Другое дело – Мосгордума. Потому что та её часть, которая якобы отвечает за «левый» дискурс, коммунисты, проголосовали против такого расположения памятника. Хотя они также не выступили против самой идеи памятника, но в вопросе его местоположения члены КПРФ проявили себя как последовательные доктринёры. Зато председатель комиссии Мосгордумы по культуре Герасимов, только что укокошивший единственный живой московский кинофестиваль «Московская премьера» и большой радетель этого памятника, заявил, что закладной камень для него будет привезён из Херсонеса. Почему нельзя его тогда поставить прямо там, зачем возить камни туда-сюда?
Итак, легитимность обеспечена, инстанции пройдены. И абсолютно политическая, антиукраинская и антикиевская акция, установка князя Владимира, не имеющего никакого отношения к Москве, состоится.
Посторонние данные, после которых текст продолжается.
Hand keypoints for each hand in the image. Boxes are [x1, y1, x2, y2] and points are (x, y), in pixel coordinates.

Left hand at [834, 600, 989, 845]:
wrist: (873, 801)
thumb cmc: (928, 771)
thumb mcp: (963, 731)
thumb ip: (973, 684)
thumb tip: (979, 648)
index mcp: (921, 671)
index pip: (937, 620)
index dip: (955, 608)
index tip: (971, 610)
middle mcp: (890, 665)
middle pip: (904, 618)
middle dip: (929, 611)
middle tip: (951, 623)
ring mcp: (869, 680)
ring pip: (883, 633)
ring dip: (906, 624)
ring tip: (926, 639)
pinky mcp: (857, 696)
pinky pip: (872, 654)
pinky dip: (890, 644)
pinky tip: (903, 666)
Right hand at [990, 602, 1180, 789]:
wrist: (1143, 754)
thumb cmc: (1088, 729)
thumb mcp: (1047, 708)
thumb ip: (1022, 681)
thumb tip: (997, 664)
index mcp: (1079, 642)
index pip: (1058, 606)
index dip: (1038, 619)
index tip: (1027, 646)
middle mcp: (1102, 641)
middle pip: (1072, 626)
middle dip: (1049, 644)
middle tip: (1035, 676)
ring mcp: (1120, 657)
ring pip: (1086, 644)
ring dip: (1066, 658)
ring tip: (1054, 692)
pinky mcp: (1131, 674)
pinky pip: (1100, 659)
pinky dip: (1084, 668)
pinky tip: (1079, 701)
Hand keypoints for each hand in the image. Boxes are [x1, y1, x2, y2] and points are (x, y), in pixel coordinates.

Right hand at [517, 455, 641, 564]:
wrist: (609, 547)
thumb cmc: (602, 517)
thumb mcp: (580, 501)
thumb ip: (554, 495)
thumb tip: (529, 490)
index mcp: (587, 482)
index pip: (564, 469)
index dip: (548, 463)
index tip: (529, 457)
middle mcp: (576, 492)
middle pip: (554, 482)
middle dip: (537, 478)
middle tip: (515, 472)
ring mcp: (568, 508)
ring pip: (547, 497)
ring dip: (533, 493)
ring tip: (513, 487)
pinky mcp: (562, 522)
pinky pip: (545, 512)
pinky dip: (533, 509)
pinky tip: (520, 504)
И получается, что Москва беззащитна против подобных идей, если жители не будут выходить уже непосредственно на пикеты и митинги. В этом смысле решение Мосгордумы историческое.
Но, с другой стороны, выдающийся скульптор Салават Щербаков заявил, что теперь надо уменьшить размер с 25 метров до 17, всё доработать и так далее. И 4 ноября, скорее всего, будет установлен только закладной камень, что радует меня чрезвычайно. Потому что по Москве ещё с советских времён разбросано такое количество закладных камней, что из них можно собрать целый курган. Примета надёжная – если поставить закладной камень, то, скорее всего, ничего больше не будет. И эта история вызывает немного оптимизма. Потому что камень вряд ли окажется 17 метров или даже 10, и это даёт основания для робкой надежды. Будет там, в не вполне обустроенном месте лежать камень, ничего это не изменит и не испортит.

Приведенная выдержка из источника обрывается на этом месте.